The New York Stock Exchange suspended trading in Cloud Peak Energy on Tuesday due to the Gillette-based coal company’s sustained low stock price.
Cloud Peak Energy was warned in December that the exchange would delist the firm if the stock price — which had been trading under $1 per share for 30 days — didn’t improve within six months. The firm chose not to pay a recent debt payment, which if not paid within 30 days will place the company in default. The choice has been noted as a potential precursor to a bankruptcy filing.
Cloud Peak was trading at just 16 cents per share Tuesday.
A call to the company’s spokesman for comment was not immediately returned.
Cloud Peak operates the Antelope and Cordero Rojo mines in Wyoming and the Spring Creek mine in Montana. It employs about 20 percent of the full-time miners in Wyoming’s Powder River Basin coal sector.

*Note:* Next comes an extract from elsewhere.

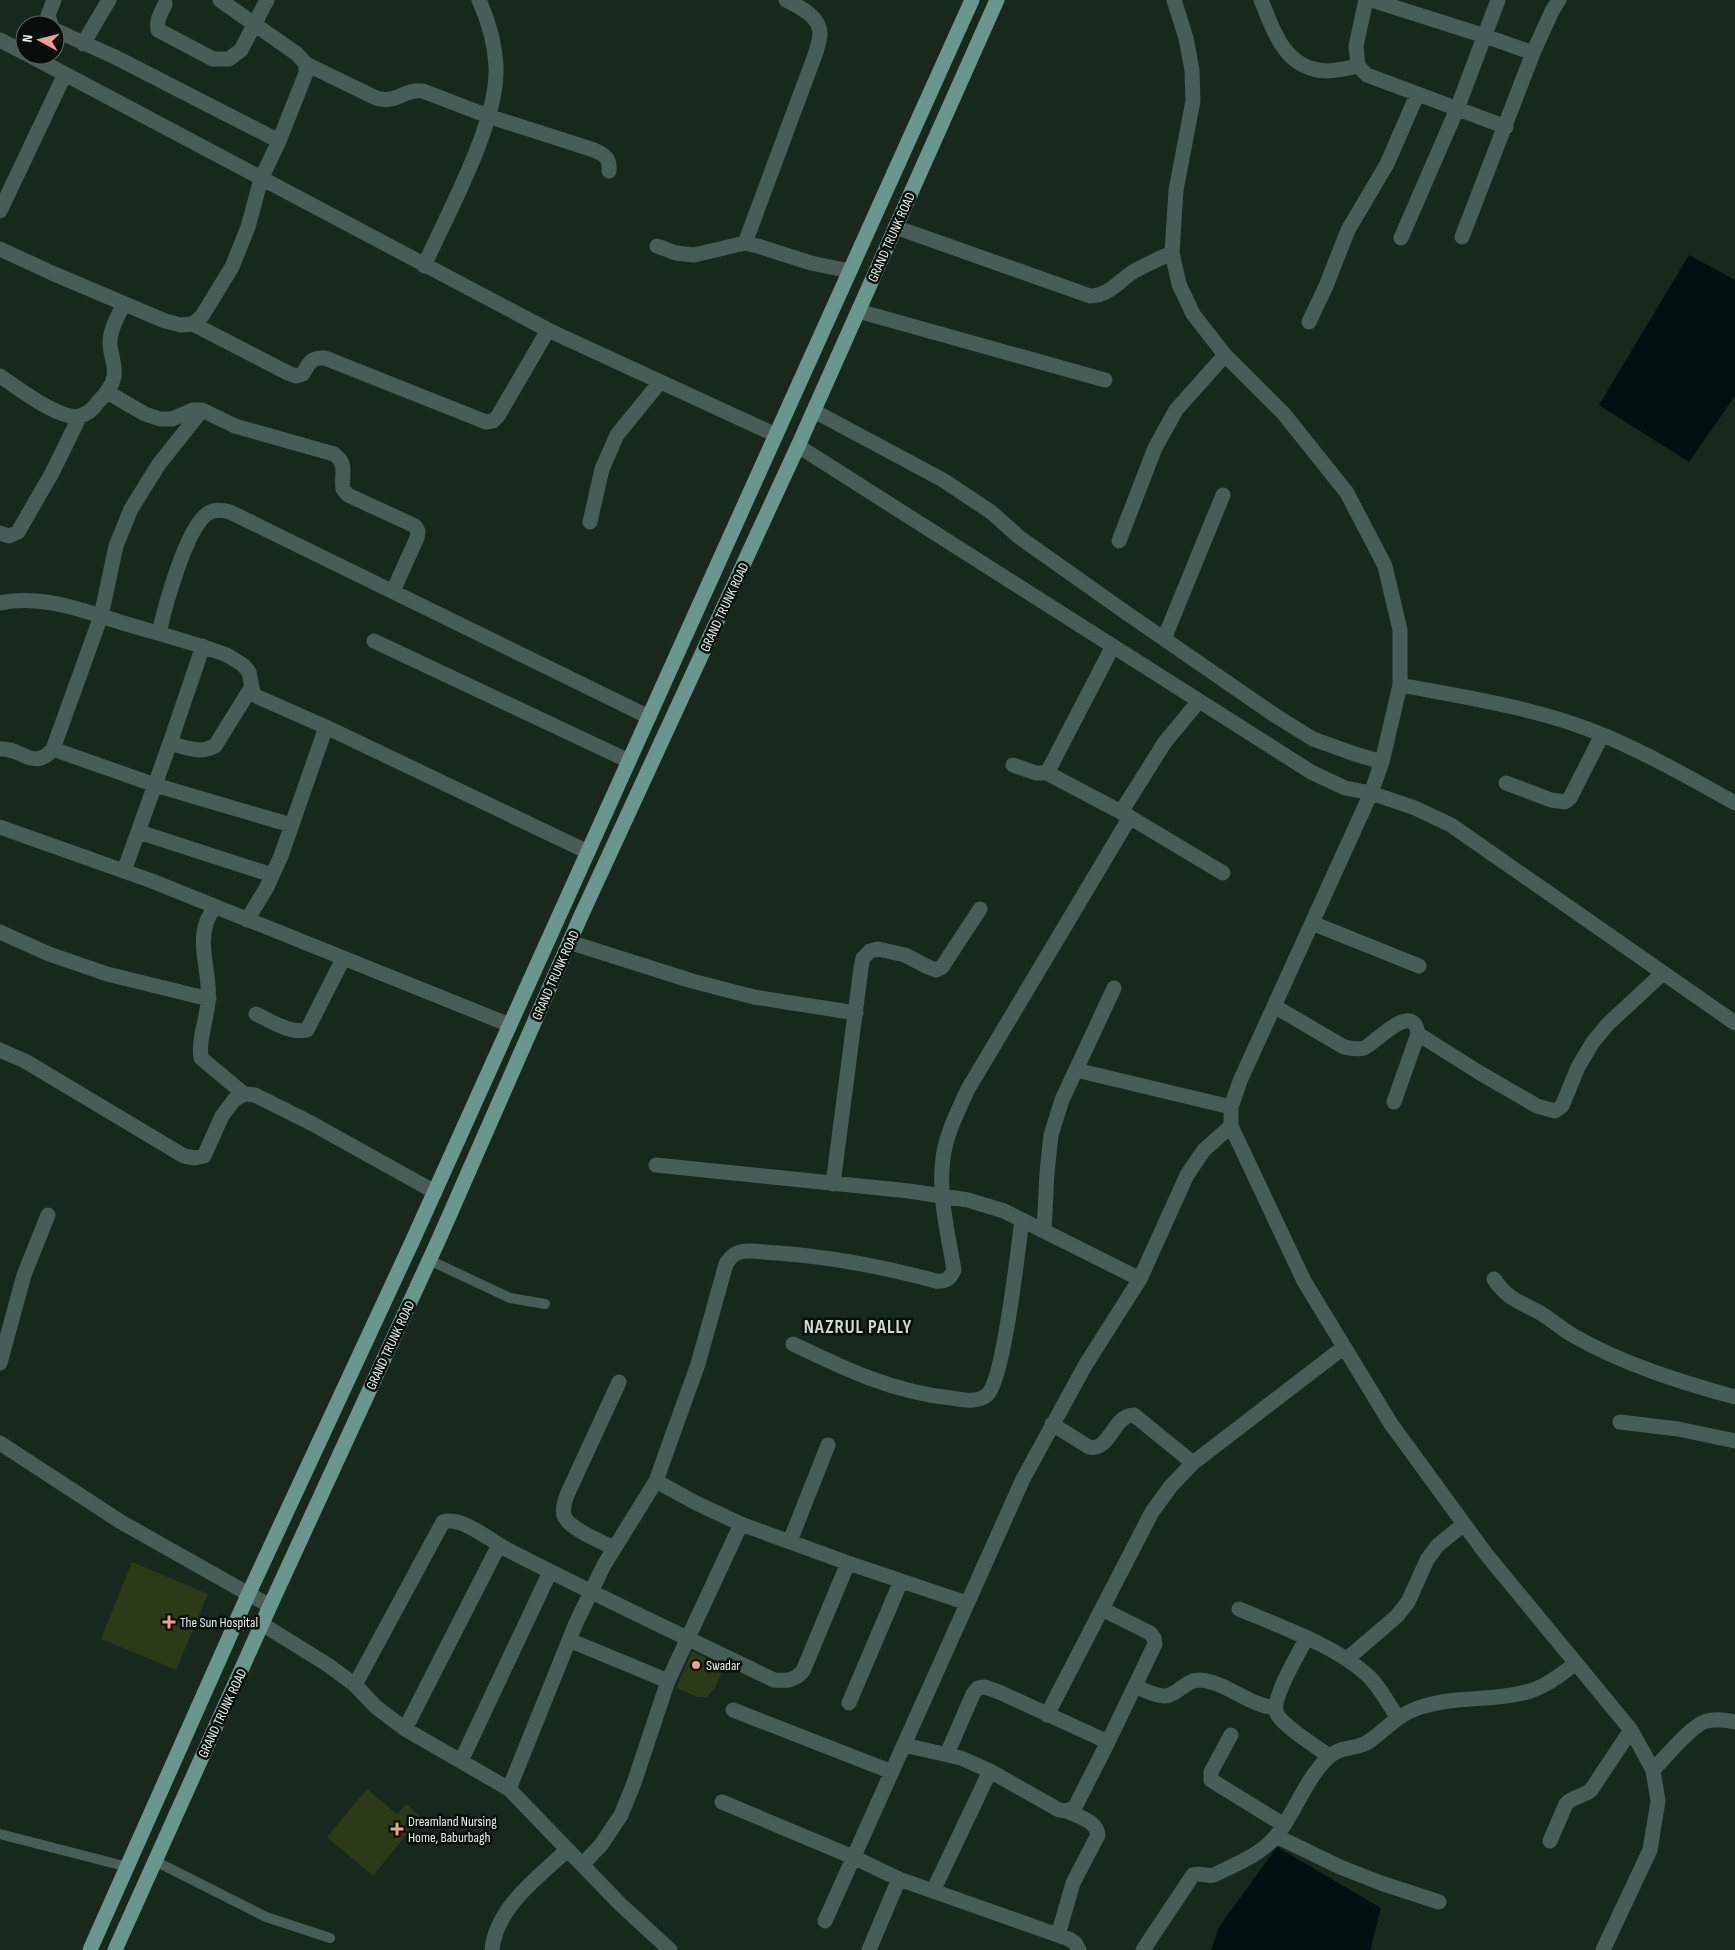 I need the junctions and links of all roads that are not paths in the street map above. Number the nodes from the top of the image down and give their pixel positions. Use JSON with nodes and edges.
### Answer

Cloud Peak has been increasingly unstable in the face of higher costs and operational challenges. Its margins — the revenue remaining after production costs have been subtracted — fell dramatically from $2.30 per ton in 2017 to 92 cents per ton in 2018.
Production volumes at each of its mines slid in that time as well. Its highest quality Wyoming mine, Antelope near Wright, decreased production by about 5 million short tons from 2017 to 2018, while the lower quality Cordero Rojo to the north declined by 4 million short tons. Cloud Peak’s margins are likely improved somewhat by export tons out of its Montana mines.
The firm was the only publicly traded coal company operating in Wyoming’s Powder River Basin to avoid bankruptcy in the recent downturn. Cloud Peak had entered the skyrocketing metallurgical coal market before Asian demand assumptions crumbled. Though victim to the same shrinking thermal coal market domestically as companies like Peabody Energy and Arch Coal, Cloud Peak did not face bankruptcy or layoffs in Wyoming and did not benefit from the debt slashing of that process.
Bankruptcy may be in the near term for Cloud Peak. The firm announced that it had hired advisers in November to contemplate options like sale and Chapter 11 restructuring. It’s also taken cost-saving measures like cutting retiree health benefits and laying off some personnel.